▸ What you will do:
Each record below should be reproduced as it is written, with pictures left out entirely.
---------- Provided material ----------
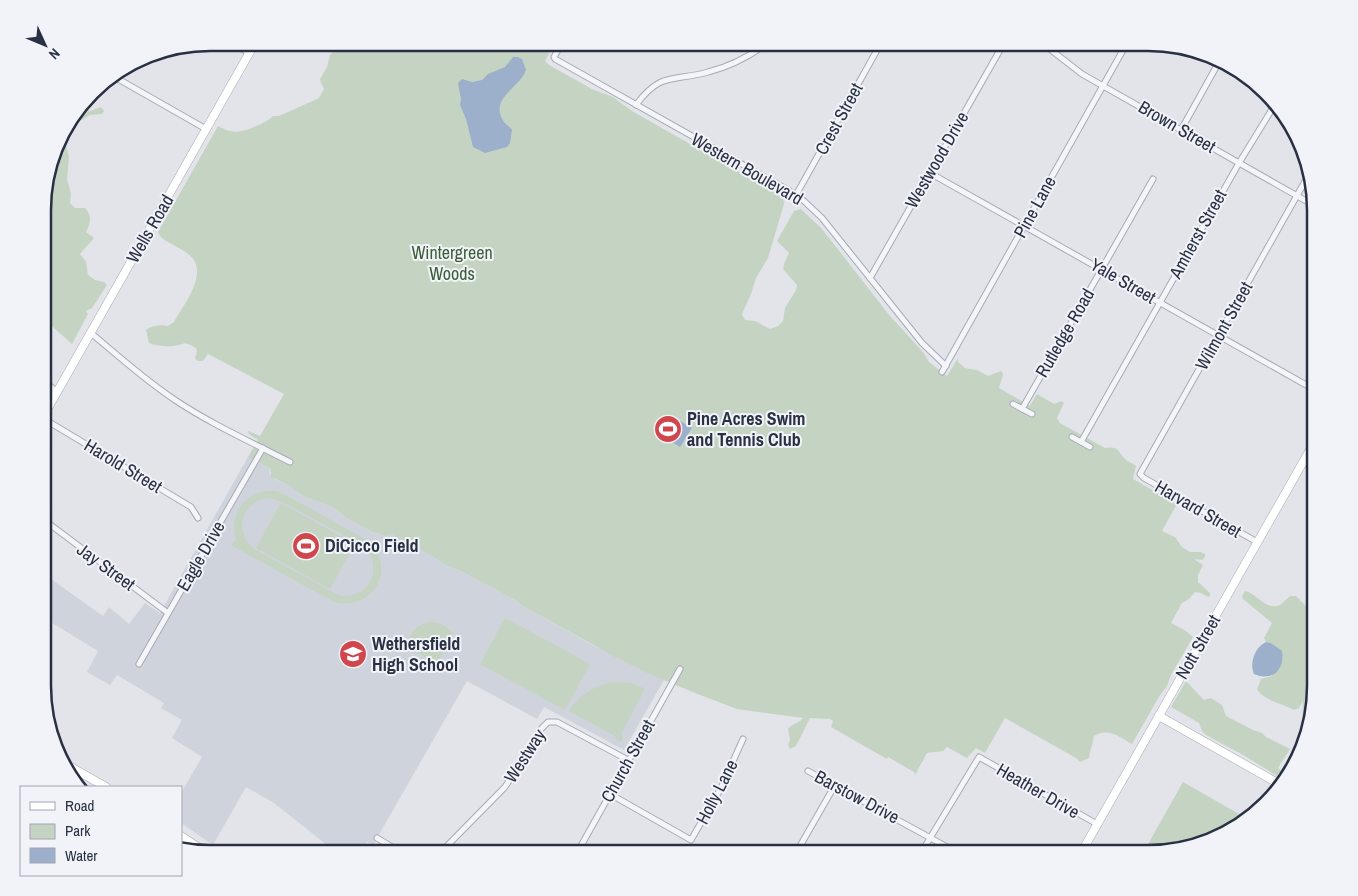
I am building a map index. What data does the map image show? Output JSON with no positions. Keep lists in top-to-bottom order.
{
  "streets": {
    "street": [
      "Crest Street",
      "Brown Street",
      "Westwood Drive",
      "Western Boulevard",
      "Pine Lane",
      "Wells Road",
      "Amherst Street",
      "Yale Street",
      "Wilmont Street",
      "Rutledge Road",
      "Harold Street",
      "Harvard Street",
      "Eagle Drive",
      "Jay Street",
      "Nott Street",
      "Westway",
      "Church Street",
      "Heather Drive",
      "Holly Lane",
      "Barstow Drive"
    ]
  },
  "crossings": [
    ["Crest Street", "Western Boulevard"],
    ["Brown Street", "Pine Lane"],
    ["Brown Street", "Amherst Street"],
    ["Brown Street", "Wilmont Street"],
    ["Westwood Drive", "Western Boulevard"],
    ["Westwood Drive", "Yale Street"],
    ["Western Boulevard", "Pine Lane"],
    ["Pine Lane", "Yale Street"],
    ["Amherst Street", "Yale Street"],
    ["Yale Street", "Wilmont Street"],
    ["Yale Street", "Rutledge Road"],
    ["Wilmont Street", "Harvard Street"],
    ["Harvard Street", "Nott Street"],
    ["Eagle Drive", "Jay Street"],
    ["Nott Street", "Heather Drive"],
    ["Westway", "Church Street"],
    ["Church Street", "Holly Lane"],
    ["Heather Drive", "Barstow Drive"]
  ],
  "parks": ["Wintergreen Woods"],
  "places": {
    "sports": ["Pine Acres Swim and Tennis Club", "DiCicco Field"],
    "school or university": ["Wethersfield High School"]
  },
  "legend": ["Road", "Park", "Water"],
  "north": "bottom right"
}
----------
▸ Solution to this problem:
I am building a map index. What data does the map image show? Output JSON with no positions. Keep lists in top-to-bottom order.
{
  "streets": {
    "street": [
      "Crest Street",
      "Brown Street",
      "Westwood Drive",
      "Western Boulevard",
      "Pine Lane",
      "Wells Road",
      "Amherst Street",
      "Yale Street",
      "Wilmont Street",
      "Rutledge Road",
      "Harold Street",
      "Harvard Street",
      "Eagle Drive",
      "Jay Street",
      "Nott Street",
      "Westway",
      "Church Street",
      "Heather Drive",
      "Holly Lane",
      "Barstow Drive"
    ]
  },
  "crossings": [
    ["Crest Street", "Western Boulevard"],
    ["Brown Street", "Pine Lane"],
    ["Brown Street", "Amherst Street"],
    ["Brown Street", "Wilmont Street"],
    ["Westwood Drive", "Western Boulevard"],
    ["Westwood Drive", "Yale Street"],
    ["Western Boulevard", "Pine Lane"],
    ["Pine Lane", "Yale Street"],
    ["Amherst Street", "Yale Street"],
    ["Yale Street", "Wilmont Street"],
    ["Yale Street", "Rutledge Road"],
    ["Wilmont Street", "Harvard Street"],
    ["Harvard Street", "Nott Street"],
    ["Eagle Drive", "Jay Street"],
    ["Nott Street", "Heather Drive"],
    ["Westway", "Church Street"],
    ["Church Street", "Holly Lane"],
    ["Heather Drive", "Barstow Drive"]
  ],
  "parks": ["Wintergreen Woods"],
  "places": {
    "sports": ["Pine Acres Swim and Tennis Club", "DiCicco Field"],
    "school or university": ["Wethersfield High School"]
  },
  "legend": ["Road", "Park", "Water"],
  "north": "bottom right"
}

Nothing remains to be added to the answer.